This causes R to enter in the debugging mode as soon as the function is called. We source the function, and now, when we call sepalLength("virginica"), R stops immediately with debugger prompt instead of running through the function:

> sepalLength("virginica")
Called from: sepalLength("virginica")
Browse[1]>

This means that R now expects your commands like in the ordinary R console, just this is now debugger console and you can enter the debugger commands. Note that while we can run R code line-by-line using the RStudio run methods, debugger stops the running program in a pre-determined place with all the environments set up correctly. For instance, we can see what is the value of argument species:

Browse[1]> species
[1] "virginica"

This tells us that the species we ask–virginica–is passed to the function in a correct manner.

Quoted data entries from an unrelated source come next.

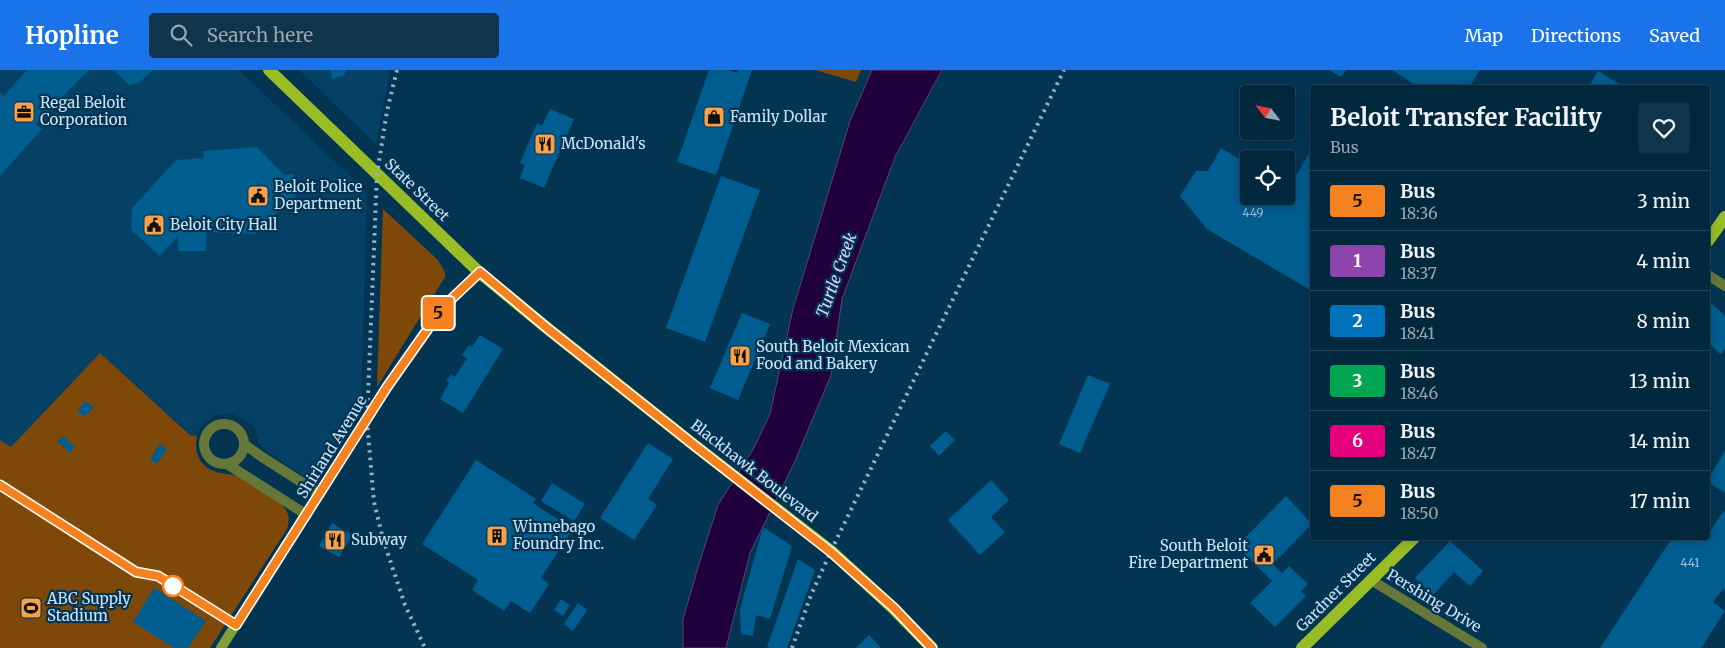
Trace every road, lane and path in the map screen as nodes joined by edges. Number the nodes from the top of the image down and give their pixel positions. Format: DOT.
graph roads {
  1 [pos="268,70"];
  2 [pos="1725,217"];
  3 [pos="1710,238"];
  4 [pos="480,272"];
  5 [pos="1710,276"];
  6 [pos="1725,286"];
  7 [pos="547,328"];
  8 [pos="244,444"];
  9 [pos="227,464"];
  10 [pos="320,494"];
  11 [pos="307,515"];
  12 [pos="1412,540"];
  13 [pos="1371,580"];
  14 [pos="221,648"];
  15 [pos="932,648"];
  16 [pos="1302,648"];
  17 [pos="1482,648"];
  1 -- 4 [label="main road, State Street"];
  2 -- 3 [label="main road"];
  4 -- 7 [label="main road, State Street"];
  4 -- 10 [label="street, Shirland Avenue"];
  5 -- 6 [label="street"];
  7 -- 15 [label="main road, Blackhawk Boulevard"];
  8 -- 9 [label="street"];
  8 -- 9 [label="street"];
  8 -- 10 [label="street"];
  9 -- 11 [label="street"];
  10 -- 11 [label="street, Shirland Avenue"];
  11 -- 14 [label="street, Shirland Avenue"];
  12 -- 13 [label="main road, Gardner Street"];
  13 -- 16 [label="main road, Gardner Street"];
  13 -- 17 [label="street, Pershing Drive"];
}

As the function has not performed any operations, there is little we can test here. So we enter n, step to next line:

Browse[1]> n
debug at ~/.active-rstudio-document#3: subset <- iris[iris$species == species,]

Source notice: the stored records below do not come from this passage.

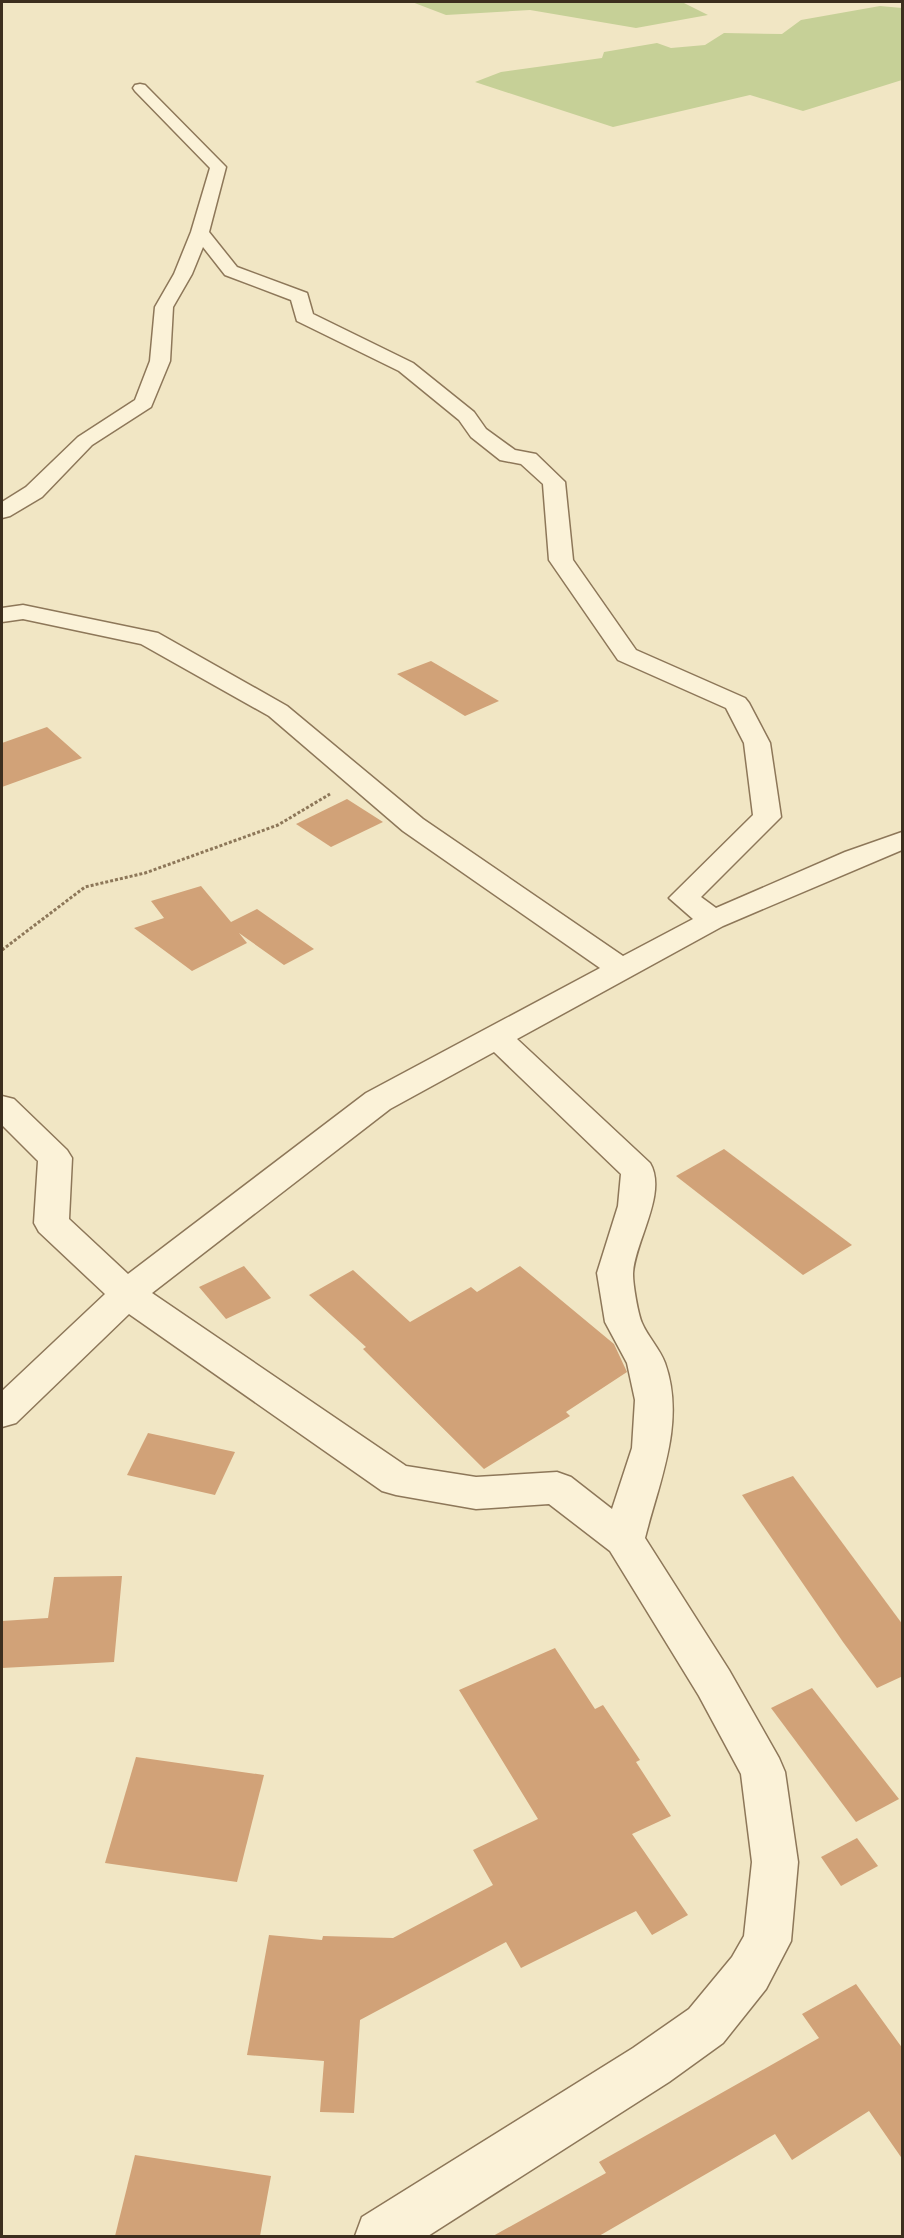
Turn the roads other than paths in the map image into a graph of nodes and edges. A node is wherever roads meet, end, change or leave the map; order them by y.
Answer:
1 (140, 88) dead end
2 (200, 232) junction
3 (2, 511) edge
4 (2, 615) edge
5 (903, 840) edge
6 (713, 920) junction
7 (621, 969) junction
8 (496, 1036) junction
9 (2, 1107) edge
10 (127, 1294) junction
11 (2, 1413) edge
12 (624, 1540) junction
13 (381, 2236) edge

1 - 2 street
2 - 3 street
2 - 6 street
4 - 7 street
5 - 6 street
6 - 7 street
7 - 8 street
8 - 10 street
8 - 12 street
9 - 10 street
10 - 11 street
10 - 12 street
12 - 13 street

The first n forced R to do some setup tasks and we were stuck in the same line, so we enter n again:

Browse[2]> n
debug at ~/.active-rstudio-document#4: mean(subset$Sepal.Length)

This forces the active line to move from subset <- ... to the next line mean(.... This means that everything on the previous line was executed, and we can go and check how does the variable subset look like:

Browse[2]> subset
data frame with 0 columns and 150 rows

We discover that subset contains 0 rows.

We can also quickly check if the logical expression is right:

Browse[2]> iris$species == species
logical(0)

It apparently is not–it should not give 0-length logical value. As we tested above that species argument looks fine, we now check iris$species:

Browse[2]> iris$species
NULL

Apparently iris data does not contain species. But what does it contain?

Browse[2]> names(iris)
[1] "Sepal.Length" "Sepal.Width"  "Petal.Length" "Petal.Width"  "Species"     

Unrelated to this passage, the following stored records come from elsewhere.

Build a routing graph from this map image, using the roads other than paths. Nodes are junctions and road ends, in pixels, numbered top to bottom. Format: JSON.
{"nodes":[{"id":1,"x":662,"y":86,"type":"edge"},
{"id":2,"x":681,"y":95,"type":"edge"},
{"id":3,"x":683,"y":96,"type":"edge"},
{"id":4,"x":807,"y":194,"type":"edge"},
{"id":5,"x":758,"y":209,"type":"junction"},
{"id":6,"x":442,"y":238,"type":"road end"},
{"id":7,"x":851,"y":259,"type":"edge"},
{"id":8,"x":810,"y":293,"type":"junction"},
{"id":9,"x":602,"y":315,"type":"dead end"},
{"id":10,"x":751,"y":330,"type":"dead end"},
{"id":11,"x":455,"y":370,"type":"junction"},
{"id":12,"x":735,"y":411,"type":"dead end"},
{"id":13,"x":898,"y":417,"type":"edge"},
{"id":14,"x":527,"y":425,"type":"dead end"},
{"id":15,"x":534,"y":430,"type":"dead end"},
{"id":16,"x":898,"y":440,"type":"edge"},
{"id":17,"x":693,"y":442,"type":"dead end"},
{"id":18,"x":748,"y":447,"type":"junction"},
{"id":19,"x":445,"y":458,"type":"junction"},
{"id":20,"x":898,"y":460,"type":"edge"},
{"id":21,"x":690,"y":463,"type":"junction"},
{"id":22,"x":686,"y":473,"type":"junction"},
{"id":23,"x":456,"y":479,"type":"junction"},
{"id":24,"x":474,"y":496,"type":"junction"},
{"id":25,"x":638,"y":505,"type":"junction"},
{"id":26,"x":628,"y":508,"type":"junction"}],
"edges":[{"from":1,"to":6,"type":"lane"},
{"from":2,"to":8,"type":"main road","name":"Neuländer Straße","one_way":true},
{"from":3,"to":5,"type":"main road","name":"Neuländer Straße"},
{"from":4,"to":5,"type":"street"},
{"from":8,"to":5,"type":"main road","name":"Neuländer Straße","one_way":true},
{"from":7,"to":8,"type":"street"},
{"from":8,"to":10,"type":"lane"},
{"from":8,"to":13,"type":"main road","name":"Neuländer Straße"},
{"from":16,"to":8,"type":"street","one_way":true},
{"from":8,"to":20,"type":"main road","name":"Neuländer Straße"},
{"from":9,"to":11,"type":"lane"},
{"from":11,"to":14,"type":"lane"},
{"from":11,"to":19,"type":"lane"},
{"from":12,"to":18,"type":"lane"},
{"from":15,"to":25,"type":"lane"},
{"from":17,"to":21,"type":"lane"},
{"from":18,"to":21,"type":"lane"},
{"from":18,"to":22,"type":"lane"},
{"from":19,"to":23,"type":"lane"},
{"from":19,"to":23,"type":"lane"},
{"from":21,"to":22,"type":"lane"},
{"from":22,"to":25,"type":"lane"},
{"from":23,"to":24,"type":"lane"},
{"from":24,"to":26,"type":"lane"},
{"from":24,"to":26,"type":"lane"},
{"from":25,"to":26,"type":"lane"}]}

And we see that it contains Species, not species.

As you can see, the built-in debugger is much faster to use, you can just issue the commands as soon as you see what is wrong with the previous variable. The difference is even larger if your code needs to do some slow data churning tasks before getting this far.
This makes the debugger often the preferred way to debug the code. It is fast, simple, and effective.

The downside of the debugger is that it does not work in many environments. For instance, you cannot insert debugger in an rmarkdown document to see why does knitting fail. You have to resort to printing. In a similar fashion, in the interactive shiny apps the usage of debugger is very limited. Printing is much more universal.

7.3.5 Other ways to debug your code

Maybe you have experienced the following situation: your code fails. You cannot figure out what is going on. So you go to an expert (or to someone you think is more experienced than you) and ask for help. Obviously, the expert has little idea what you are doing, so you have to explain what the code does. But surprisingly, when explaining your code you suddenly understand what is wrong there.

This is called rubber duck debugging. As the example above shows, the experts’ knowledge did not play any role. What helped you to solve the problem was the opposite–the fact that the expert did not know how your code was supposed to work. So instead of bugging an expert, could you have explained it to a random person? Or maybe you don’t need even a human being, perhaps your cat or even just a rubber duck is enough?

So thinking through the problem helps. Even more, not just thinking but articulating what do you think. I often find it useful to write the central logic of the code down on a piece of paper using some sort of pseudocode, or just plain human language.

A different strategy is to use mock-ups. This comes handy when your complex code runs slow on a large dataset and returns results that do not make sense. What goes wrong? The analysis is complicated and you cannot tell what should be the exact results on hundreds of thousands of lines of data. Even more, you cannot wait for hours-and-hours before the problem pops up.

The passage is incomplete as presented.